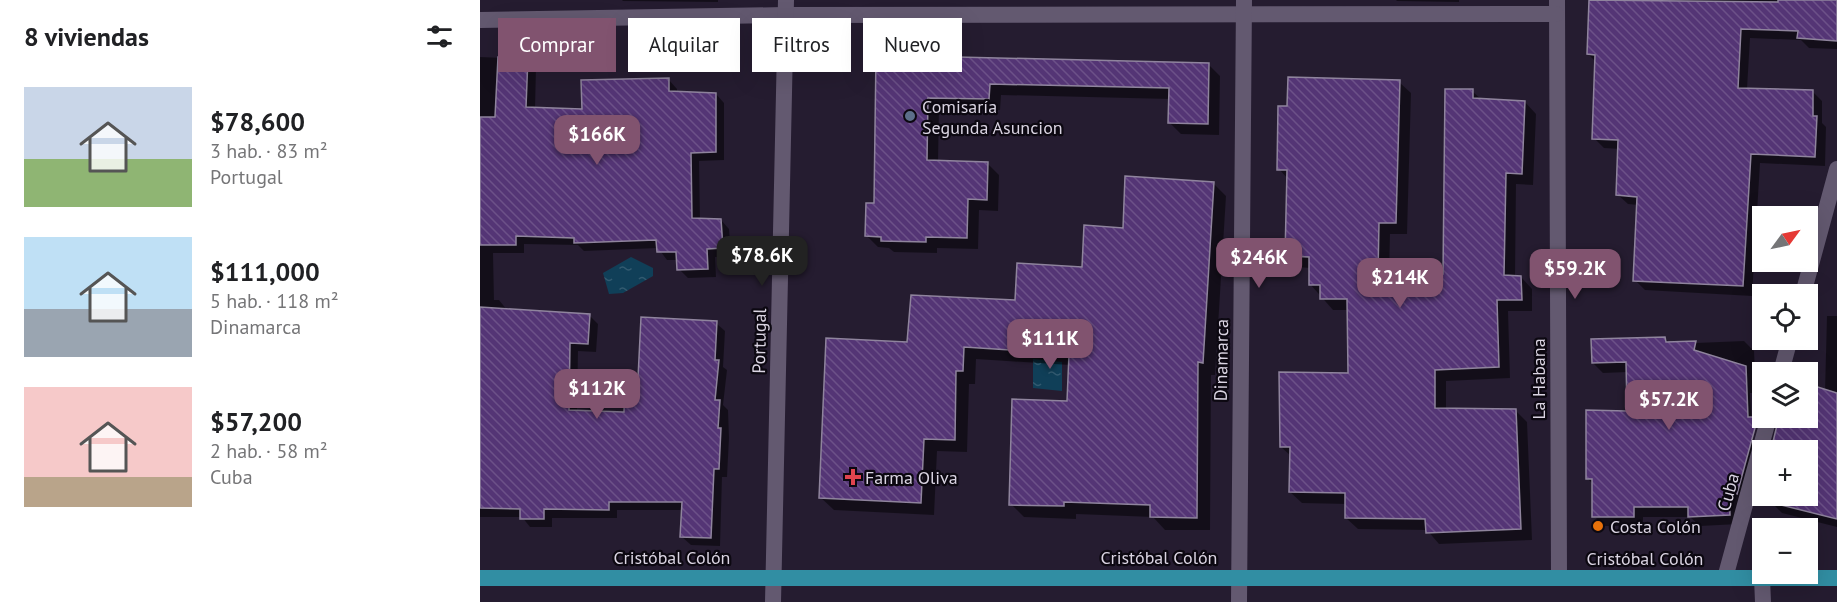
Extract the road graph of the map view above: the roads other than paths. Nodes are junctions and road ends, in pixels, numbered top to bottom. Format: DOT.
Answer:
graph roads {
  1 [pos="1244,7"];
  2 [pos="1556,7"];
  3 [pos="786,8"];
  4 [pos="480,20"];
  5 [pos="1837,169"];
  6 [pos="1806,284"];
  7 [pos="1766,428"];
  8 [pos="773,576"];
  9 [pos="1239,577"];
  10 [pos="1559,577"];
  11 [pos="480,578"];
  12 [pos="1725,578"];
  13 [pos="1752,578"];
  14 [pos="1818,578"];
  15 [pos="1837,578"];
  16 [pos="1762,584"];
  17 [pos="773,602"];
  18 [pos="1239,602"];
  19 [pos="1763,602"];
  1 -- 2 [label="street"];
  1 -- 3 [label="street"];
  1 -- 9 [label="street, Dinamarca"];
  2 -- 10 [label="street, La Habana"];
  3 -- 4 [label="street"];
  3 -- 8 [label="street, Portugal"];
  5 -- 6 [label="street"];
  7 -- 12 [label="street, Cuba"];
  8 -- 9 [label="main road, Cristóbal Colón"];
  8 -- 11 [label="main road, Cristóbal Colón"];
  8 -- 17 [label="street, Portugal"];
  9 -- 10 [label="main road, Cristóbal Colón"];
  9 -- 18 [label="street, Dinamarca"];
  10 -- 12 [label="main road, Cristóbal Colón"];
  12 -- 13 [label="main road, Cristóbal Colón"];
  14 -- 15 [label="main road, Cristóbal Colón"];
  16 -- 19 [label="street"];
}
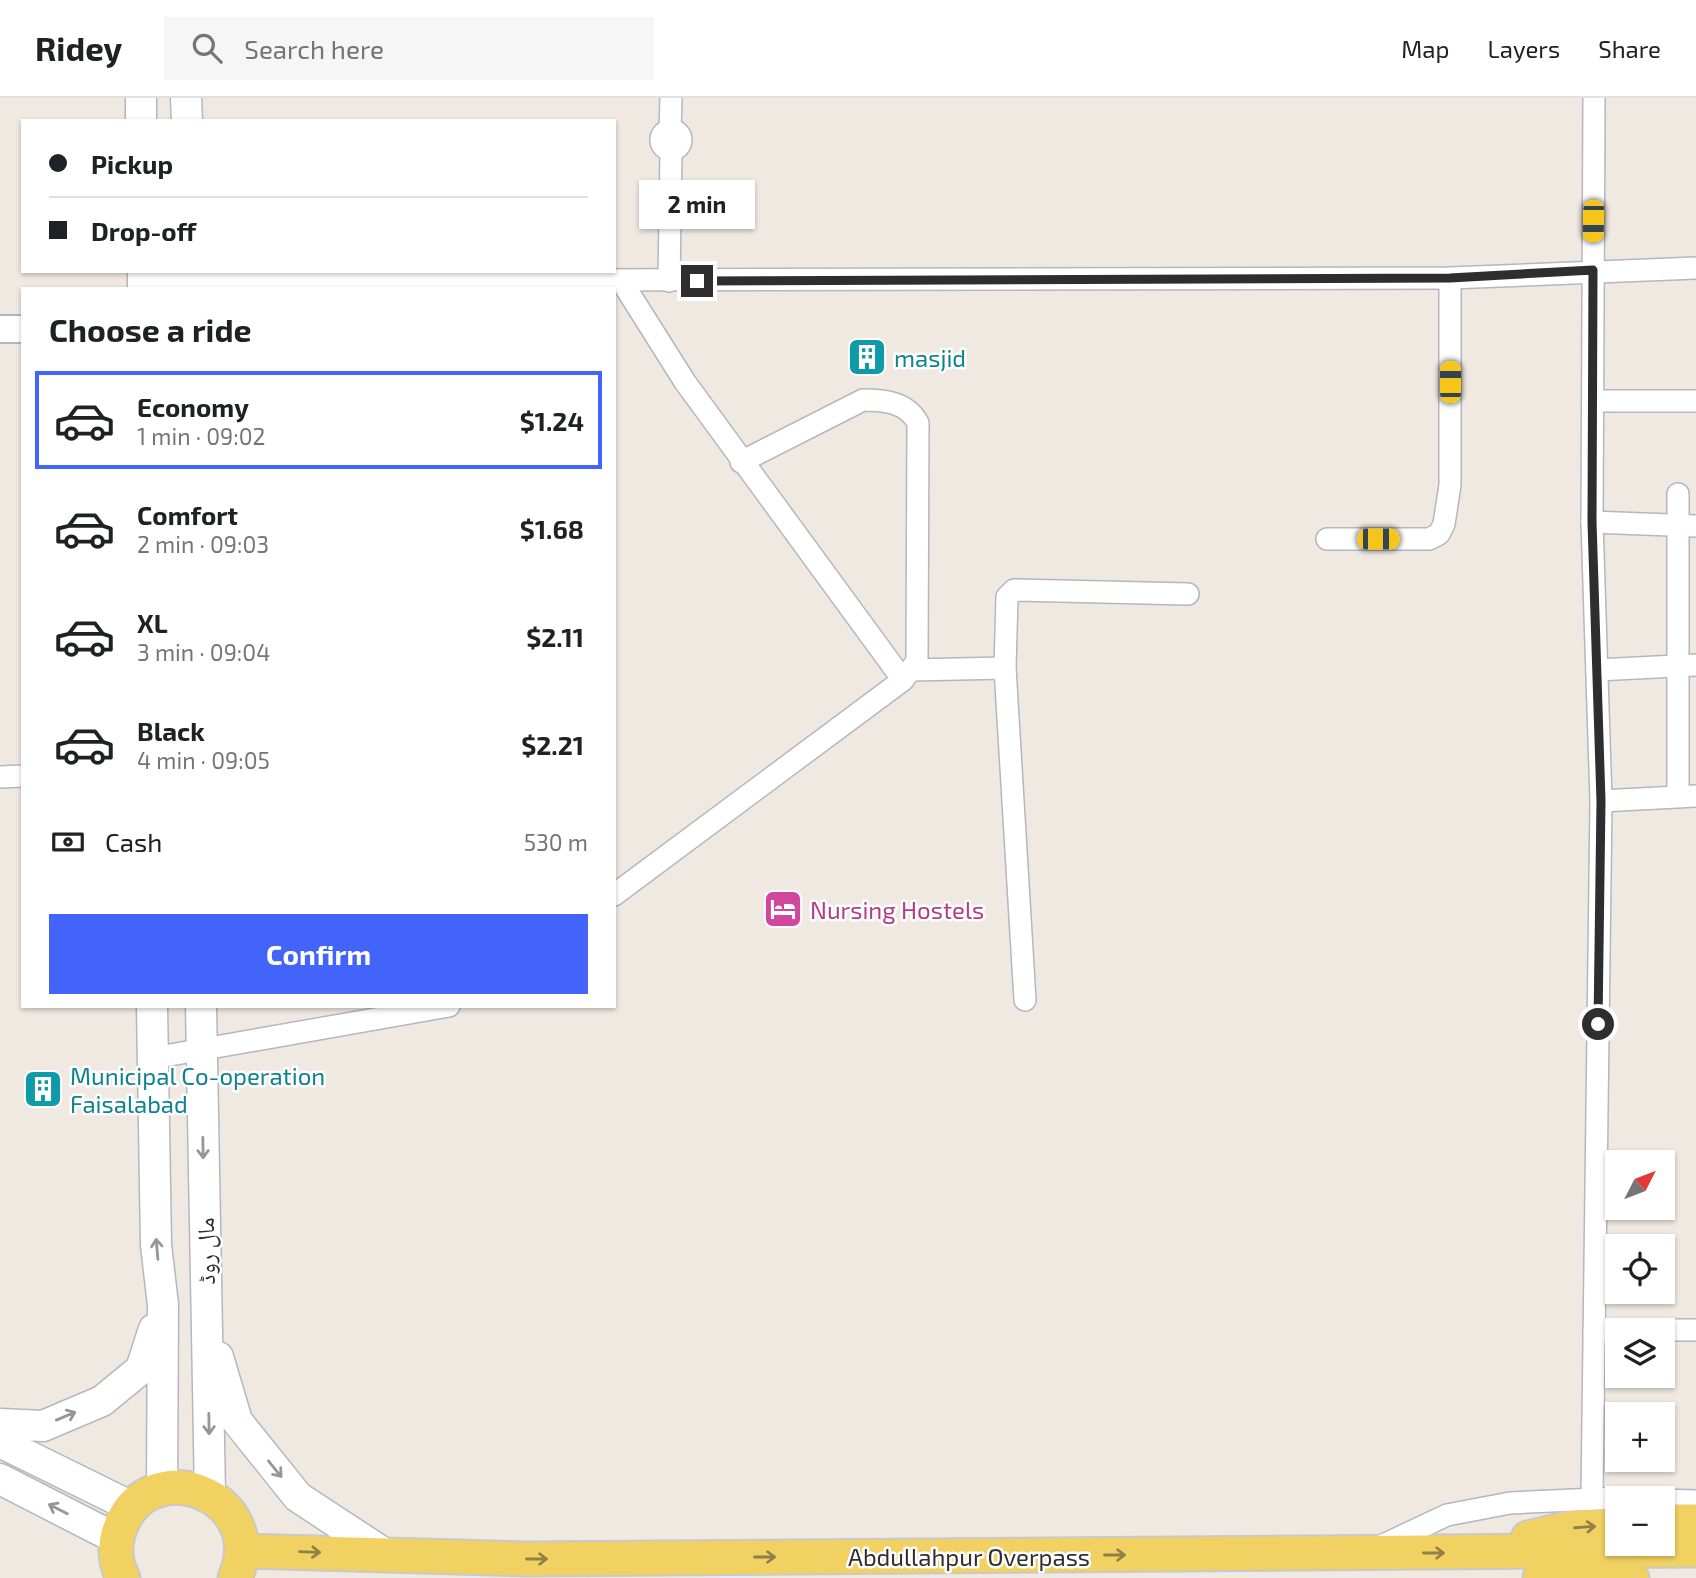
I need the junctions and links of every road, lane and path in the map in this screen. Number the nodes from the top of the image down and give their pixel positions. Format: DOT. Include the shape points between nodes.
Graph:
************
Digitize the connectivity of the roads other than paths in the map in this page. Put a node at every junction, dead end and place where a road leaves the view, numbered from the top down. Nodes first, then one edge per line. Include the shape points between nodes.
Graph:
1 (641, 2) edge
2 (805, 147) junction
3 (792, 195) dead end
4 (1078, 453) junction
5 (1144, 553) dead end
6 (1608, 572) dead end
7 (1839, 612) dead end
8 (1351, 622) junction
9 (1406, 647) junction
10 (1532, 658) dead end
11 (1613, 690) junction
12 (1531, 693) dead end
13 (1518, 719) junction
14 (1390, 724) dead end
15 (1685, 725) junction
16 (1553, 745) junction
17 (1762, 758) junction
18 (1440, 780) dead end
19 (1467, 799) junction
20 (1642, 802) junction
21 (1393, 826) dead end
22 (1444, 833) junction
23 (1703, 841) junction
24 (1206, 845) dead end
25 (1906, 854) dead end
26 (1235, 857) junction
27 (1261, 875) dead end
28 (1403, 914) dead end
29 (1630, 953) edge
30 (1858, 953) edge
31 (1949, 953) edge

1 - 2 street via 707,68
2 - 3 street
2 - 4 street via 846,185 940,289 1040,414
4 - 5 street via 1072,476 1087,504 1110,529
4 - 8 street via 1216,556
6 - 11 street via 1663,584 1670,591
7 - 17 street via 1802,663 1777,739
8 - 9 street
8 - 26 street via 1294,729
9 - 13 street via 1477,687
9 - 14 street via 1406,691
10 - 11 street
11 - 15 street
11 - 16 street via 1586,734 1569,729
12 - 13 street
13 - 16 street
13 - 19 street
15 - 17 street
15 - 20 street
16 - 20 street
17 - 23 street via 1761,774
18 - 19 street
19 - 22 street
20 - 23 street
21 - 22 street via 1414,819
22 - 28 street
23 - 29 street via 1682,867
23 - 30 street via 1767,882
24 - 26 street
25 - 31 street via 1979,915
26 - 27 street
************
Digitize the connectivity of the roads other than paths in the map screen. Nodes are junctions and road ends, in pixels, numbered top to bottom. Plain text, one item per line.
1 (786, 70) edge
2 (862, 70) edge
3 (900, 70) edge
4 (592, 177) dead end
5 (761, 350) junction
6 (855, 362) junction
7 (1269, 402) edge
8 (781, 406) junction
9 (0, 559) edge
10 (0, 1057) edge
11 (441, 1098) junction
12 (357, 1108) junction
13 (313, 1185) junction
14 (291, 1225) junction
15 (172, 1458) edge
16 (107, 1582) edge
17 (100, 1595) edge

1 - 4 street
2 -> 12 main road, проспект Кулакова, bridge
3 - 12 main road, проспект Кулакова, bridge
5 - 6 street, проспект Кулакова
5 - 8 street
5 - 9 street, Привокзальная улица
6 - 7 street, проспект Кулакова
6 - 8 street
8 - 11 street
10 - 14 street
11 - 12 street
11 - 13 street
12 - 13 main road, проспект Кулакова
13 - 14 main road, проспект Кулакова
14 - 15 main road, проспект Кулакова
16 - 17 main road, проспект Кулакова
************
Copy out each line of the data where the string "every" appears.

▸ WRITTEN SOLUTION:
I need the junctions and links of every road, lane and path in the map in this screen. Number the nodes from the top of the image down and give their pixel positions. Format: DOT. Include the shape points between nodes.
Digitize the connectivity of the roads other than paths in the map in this page. Put a node at every junction, dead end and place where a road leaves the view, numbered from the top down. Nodes first, then one edge per line. Include the shape points between nodes.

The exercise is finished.